▶ [WHAT YOU NEED TO DO]: Copy the entries that appear below in full, leaving out any picture among them.

▶ [INFORMATION SHOWN]:

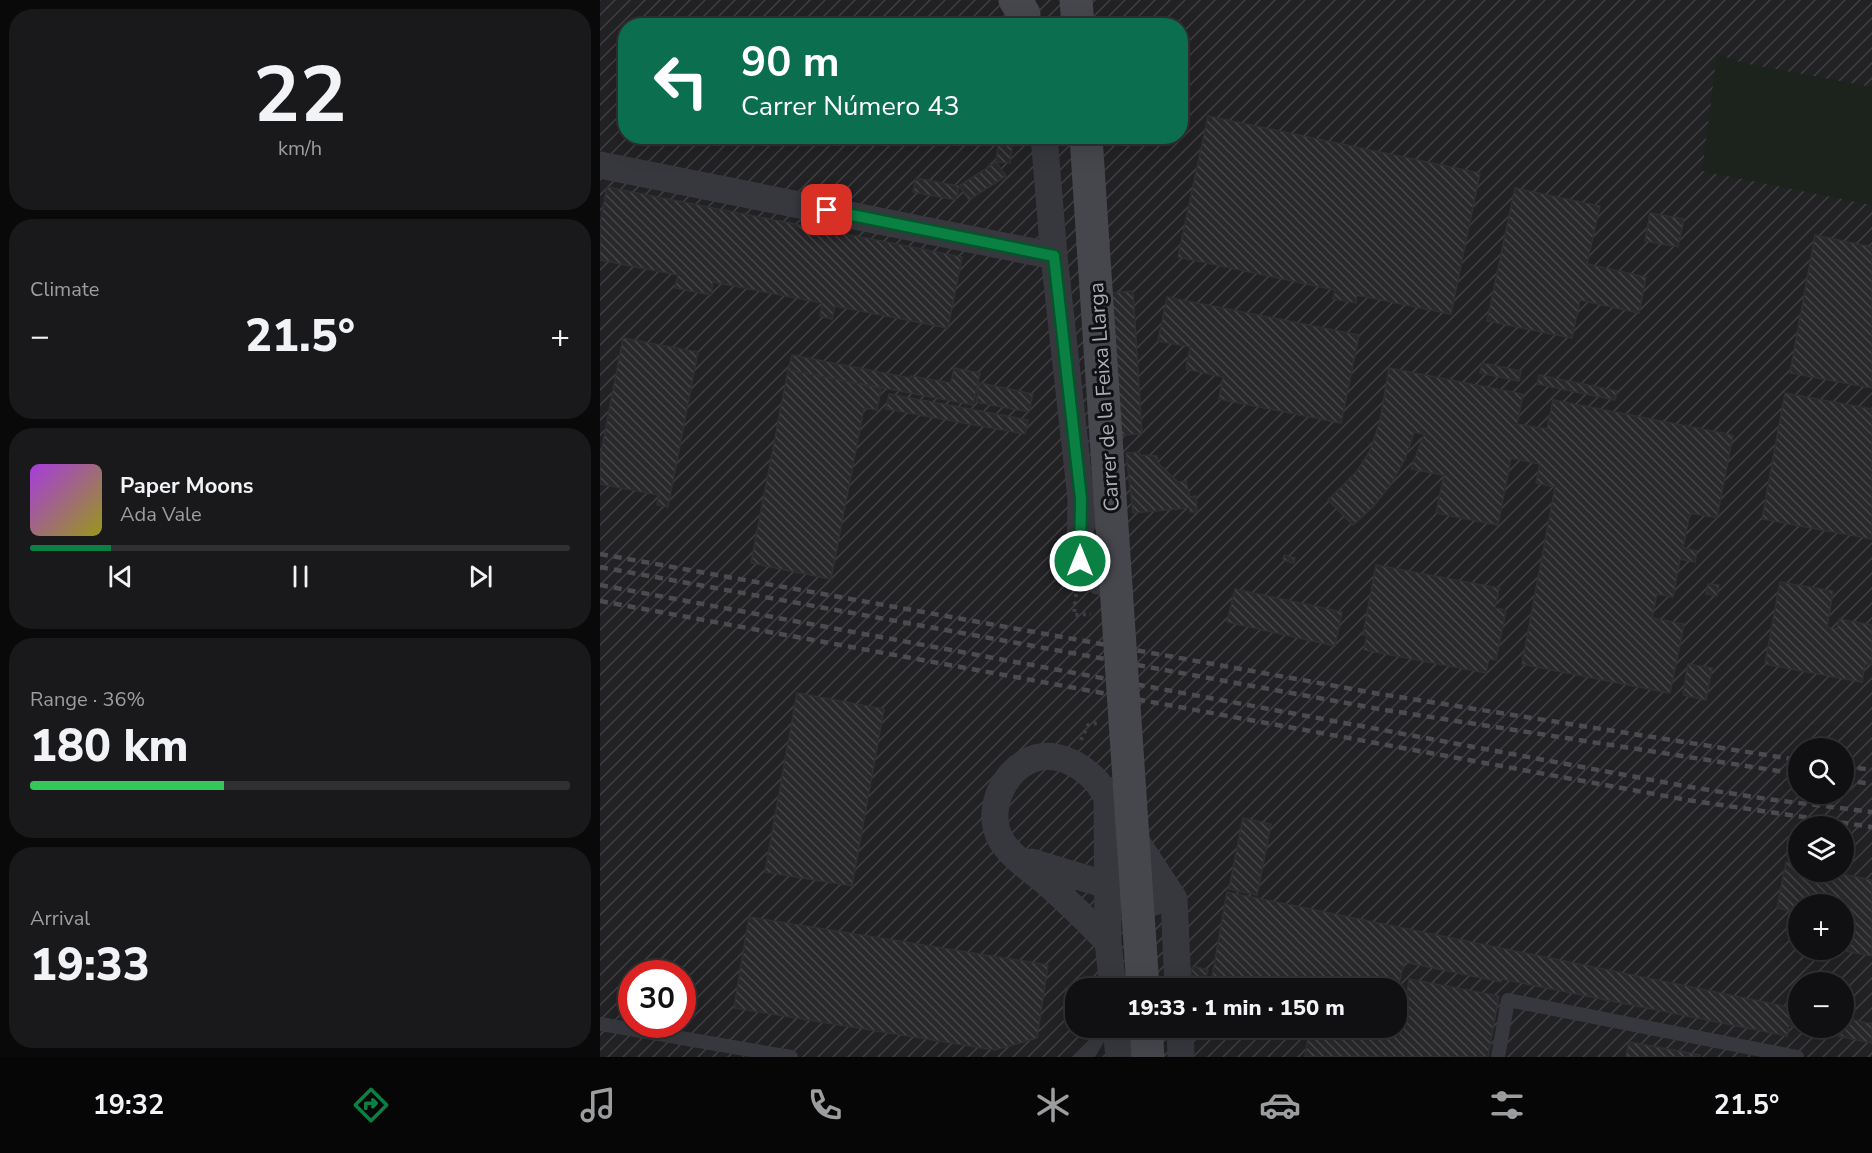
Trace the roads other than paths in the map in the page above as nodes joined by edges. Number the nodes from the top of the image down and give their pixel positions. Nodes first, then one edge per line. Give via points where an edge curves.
1 (1045, 144) edge
2 (1087, 144) edge
3 (600, 165) edge
4 (1054, 256) junction
5 (1081, 499) dead end
6 (1107, 796) junction
7 (1011, 851) junction
8 (1107, 885) junction
9 (1108, 942) junction
10 (1112, 978) edge
11 (1142, 978) edge
12 (1168, 978) edge
13 (1178, 978) edge
14 (600, 1024) edge
15 (1098, 1038) edge
16 (1117, 1038) edge
17 (1147, 1038) edge
18 (1171, 1038) edge
19 (1180, 1038) edge
20 (790, 1057) edge
21 (1082, 1057) edge
22 (1119, 1057) edge
23 (1148, 1057) edge
24 (1172, 1057) edge
25 (1181, 1057) edge
26 (1498, 1057) edge
27 (1797, 1057) edge

1 - 4 street, Carrer de la Feixa Llarga
2 - 11 main road, Carrer de la Feixa Llarga, bridge
3 - 4 street
4 - 5 street, Carrer de la Feixa Llarga
6 - 7 street via 1086,771 1071,761 1040,757 1026,764 1003,785 994,811 996,826
6 - 8 street
6 - 13 street via 1174,899
7 - 8 street via 1032,863
7 - 9 street
8 - 9 street
8 - 12 street via 1155,902
9 - 10 street
14 - 20 lane
15 - 21 lane
16 - 22 street
17 - 23 main road
18 - 24 street
19 - 25 street
26 - 27 lane via 1508,1000

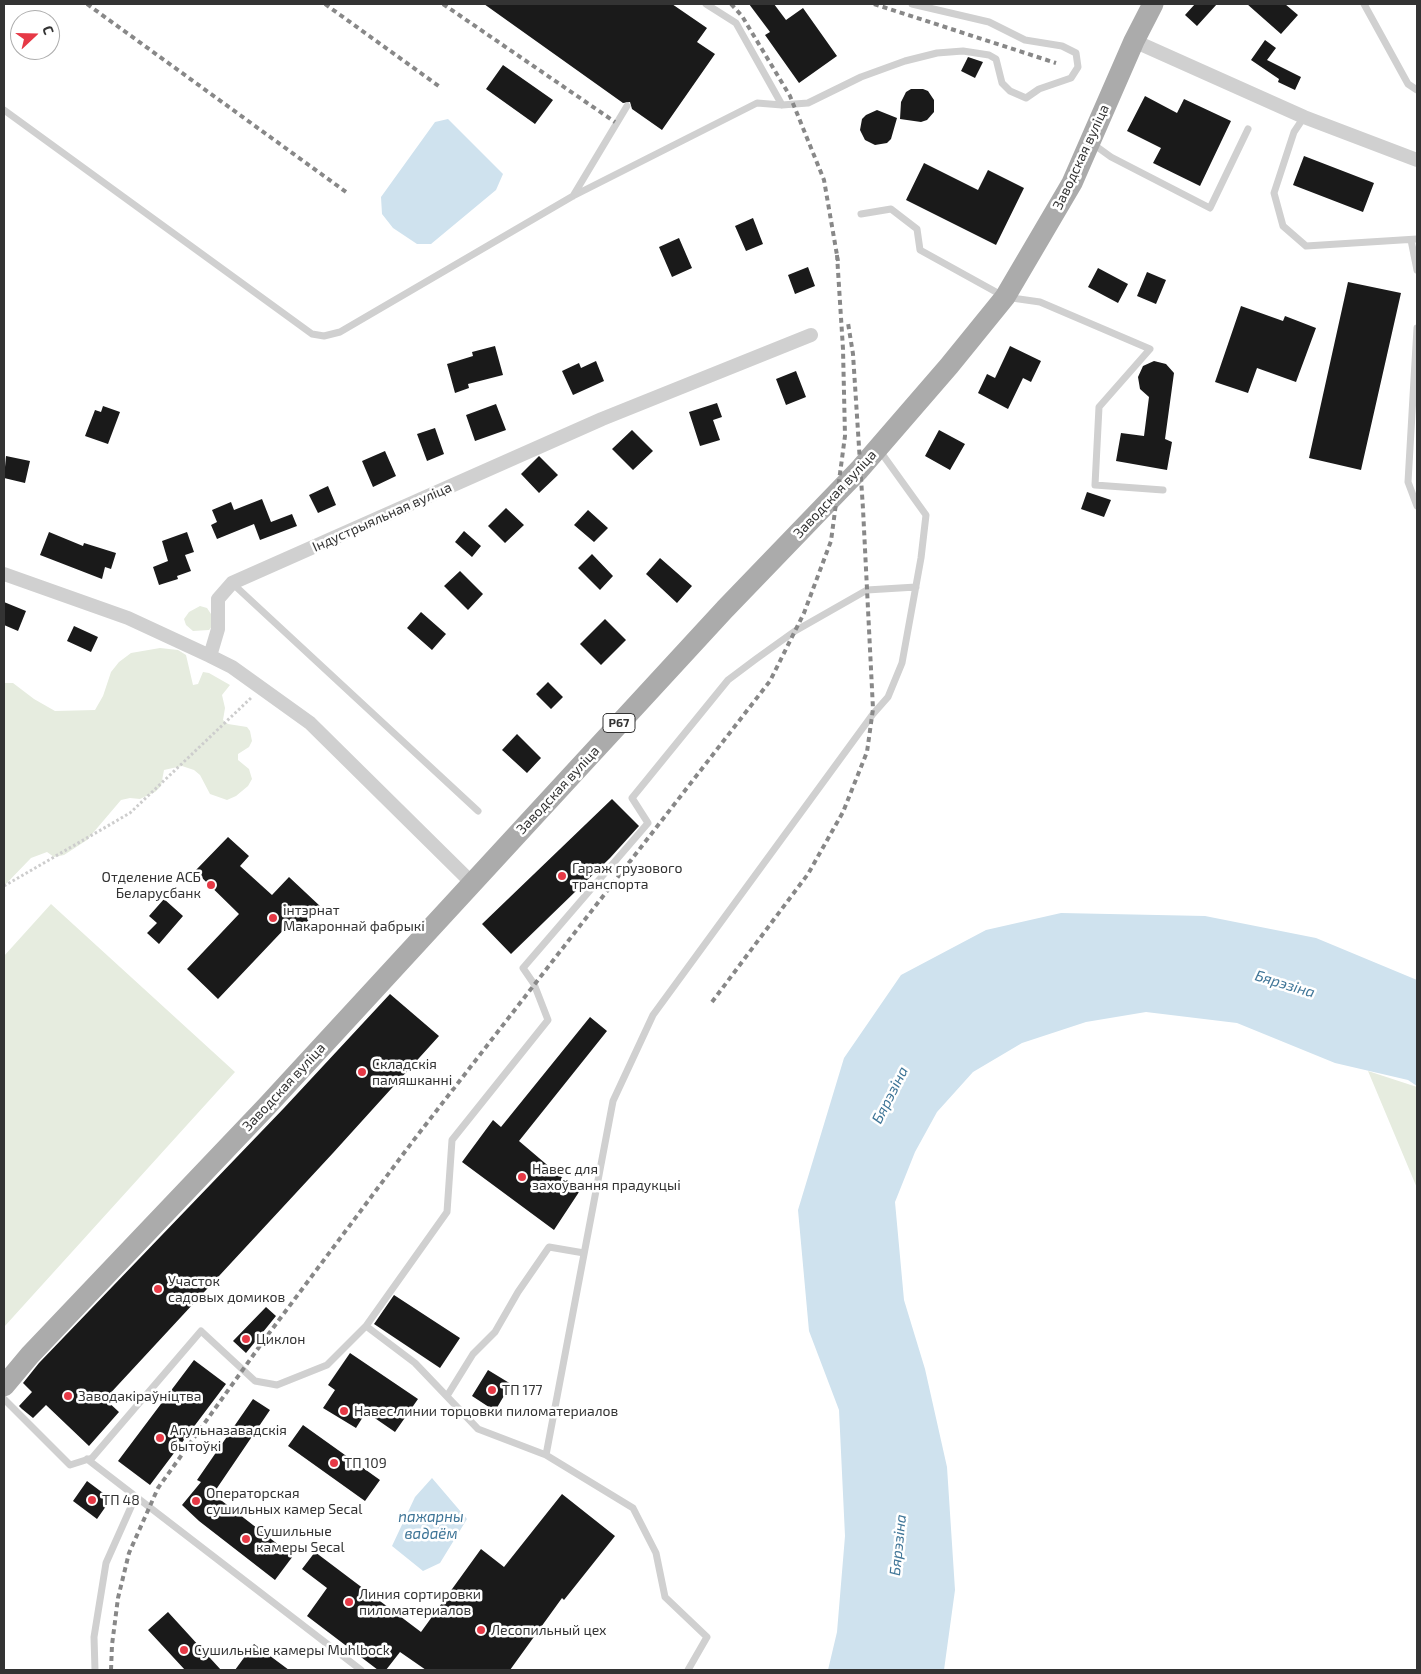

▶ [REPLY TO THE TASK]:
Trace the roads other than paths in the map in the page above as nodes joined by edges. Number the nodes from the top of the image down and give their pixel positions. Nodes first, then one edge per line. Give via points where an edge curves.
1 (1045, 144) edge
2 (1087, 144) edge
3 (600, 165) edge
4 (1054, 256) junction
5 (1081, 499) dead end
6 (1107, 796) junction
7 (1011, 851) junction
8 (1107, 885) junction
9 (1108, 942) junction
10 (1112, 978) edge
11 (1142, 978) edge
12 (1168, 978) edge
13 (1178, 978) edge
14 (600, 1024) edge
15 (1098, 1038) edge
16 (1117, 1038) edge
17 (1147, 1038) edge
18 (1171, 1038) edge
19 (1180, 1038) edge
20 (790, 1057) edge
21 (1082, 1057) edge
22 (1119, 1057) edge
23 (1148, 1057) edge
24 (1172, 1057) edge
25 (1181, 1057) edge
26 (1498, 1057) edge
27 (1797, 1057) edge

1 - 4 street, Carrer de la Feixa Llarga
2 - 11 main road, Carrer de la Feixa Llarga, bridge
3 - 4 street
4 - 5 street, Carrer de la Feixa Llarga
6 - 7 street via 1086,771 1071,761 1040,757 1026,764 1003,785 994,811 996,826
6 - 8 street
6 - 13 street via 1174,899
7 - 8 street via 1032,863
7 - 9 street
8 - 9 street
8 - 12 street via 1155,902
9 - 10 street
14 - 20 lane
15 - 21 lane
16 - 22 street
17 - 23 main road
18 - 24 street
19 - 25 street
26 - 27 lane via 1508,1000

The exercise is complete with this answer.